■ **Input for this task**
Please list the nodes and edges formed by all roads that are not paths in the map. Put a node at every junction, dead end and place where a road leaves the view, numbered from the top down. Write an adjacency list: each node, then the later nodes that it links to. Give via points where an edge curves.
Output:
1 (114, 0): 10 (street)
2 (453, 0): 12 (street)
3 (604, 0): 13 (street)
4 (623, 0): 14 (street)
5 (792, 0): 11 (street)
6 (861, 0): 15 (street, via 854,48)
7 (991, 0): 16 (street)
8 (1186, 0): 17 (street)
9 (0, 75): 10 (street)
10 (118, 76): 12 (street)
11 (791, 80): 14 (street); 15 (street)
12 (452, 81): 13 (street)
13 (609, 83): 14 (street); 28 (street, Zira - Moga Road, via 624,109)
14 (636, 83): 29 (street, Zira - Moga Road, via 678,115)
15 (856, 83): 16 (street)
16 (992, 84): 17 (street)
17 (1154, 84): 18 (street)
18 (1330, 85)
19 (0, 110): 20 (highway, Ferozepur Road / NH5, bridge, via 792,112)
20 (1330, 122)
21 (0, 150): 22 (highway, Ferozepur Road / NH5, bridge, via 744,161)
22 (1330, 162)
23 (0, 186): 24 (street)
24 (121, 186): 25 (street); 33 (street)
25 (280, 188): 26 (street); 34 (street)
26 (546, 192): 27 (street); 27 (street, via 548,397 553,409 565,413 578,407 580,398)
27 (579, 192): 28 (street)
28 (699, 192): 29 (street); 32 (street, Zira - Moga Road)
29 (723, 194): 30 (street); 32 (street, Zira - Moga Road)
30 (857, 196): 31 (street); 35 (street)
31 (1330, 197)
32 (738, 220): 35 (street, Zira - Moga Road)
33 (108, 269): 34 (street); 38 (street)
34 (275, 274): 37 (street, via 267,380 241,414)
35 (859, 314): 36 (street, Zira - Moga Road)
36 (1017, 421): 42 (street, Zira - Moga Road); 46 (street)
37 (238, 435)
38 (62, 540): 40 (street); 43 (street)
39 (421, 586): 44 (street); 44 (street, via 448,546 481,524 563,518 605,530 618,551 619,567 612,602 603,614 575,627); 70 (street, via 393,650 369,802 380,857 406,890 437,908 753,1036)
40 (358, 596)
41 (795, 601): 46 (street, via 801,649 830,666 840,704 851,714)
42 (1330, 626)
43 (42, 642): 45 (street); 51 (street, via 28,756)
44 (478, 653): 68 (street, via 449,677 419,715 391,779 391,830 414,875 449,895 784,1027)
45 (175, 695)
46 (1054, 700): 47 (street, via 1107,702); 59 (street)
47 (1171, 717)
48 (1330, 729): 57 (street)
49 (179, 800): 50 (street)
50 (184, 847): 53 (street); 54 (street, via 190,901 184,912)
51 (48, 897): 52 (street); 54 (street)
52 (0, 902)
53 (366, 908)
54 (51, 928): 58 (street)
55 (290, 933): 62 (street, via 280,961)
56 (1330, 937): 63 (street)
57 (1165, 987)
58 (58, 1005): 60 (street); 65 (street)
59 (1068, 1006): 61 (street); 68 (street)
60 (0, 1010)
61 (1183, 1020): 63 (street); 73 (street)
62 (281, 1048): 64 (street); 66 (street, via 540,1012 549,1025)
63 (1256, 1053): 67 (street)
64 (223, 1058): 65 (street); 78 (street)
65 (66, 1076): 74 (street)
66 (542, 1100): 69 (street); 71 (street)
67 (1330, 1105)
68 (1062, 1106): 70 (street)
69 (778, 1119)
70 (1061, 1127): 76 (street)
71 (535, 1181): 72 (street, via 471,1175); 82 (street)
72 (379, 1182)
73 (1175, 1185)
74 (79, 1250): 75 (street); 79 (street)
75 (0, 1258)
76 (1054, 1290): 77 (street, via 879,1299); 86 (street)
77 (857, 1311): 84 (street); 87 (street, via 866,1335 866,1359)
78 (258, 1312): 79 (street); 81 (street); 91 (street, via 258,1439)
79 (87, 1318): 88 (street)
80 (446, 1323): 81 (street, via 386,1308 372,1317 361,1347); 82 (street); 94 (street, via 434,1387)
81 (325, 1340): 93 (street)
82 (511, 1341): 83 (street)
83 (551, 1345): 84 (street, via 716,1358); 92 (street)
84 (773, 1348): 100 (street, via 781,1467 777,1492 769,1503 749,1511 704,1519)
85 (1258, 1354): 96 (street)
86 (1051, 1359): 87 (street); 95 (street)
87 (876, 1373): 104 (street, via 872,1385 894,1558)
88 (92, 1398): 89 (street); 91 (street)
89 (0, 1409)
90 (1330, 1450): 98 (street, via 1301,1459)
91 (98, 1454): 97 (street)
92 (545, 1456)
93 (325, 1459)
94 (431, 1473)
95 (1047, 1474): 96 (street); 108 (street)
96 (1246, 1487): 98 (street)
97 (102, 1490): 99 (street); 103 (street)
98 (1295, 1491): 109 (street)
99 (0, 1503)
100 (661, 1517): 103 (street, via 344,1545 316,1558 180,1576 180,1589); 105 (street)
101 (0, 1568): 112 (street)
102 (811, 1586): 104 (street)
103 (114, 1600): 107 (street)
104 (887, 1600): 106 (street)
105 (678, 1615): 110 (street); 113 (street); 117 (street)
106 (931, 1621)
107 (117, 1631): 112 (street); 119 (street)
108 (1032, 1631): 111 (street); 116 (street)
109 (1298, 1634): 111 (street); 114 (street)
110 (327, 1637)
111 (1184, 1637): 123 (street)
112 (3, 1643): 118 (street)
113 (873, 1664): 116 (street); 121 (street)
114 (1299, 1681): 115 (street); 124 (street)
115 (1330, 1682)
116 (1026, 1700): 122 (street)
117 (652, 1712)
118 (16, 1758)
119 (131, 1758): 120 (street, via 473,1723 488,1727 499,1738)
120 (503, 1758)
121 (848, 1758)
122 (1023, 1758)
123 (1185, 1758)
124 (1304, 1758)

■ **Aim of the task**
Copy out whichever lines of the listing contain the word "Zira".

■ **Expected output**
13 (609, 83): 14 (street); 28 (street, Zira - Moga Road, via 624,109)
14 (636, 83): 29 (street, Zira - Moga Road, via 678,115)
28 (699, 192): 29 (street); 32 (street, Zira - Moga Road)
29 (723, 194): 30 (street); 32 (street, Zira - Moga Road)
32 (738, 220): 35 (street, Zira - Moga Road)
35 (859, 314): 36 (street, Zira - Moga Road)
36 (1017, 421): 42 (street, Zira - Moga Road); 46 (street)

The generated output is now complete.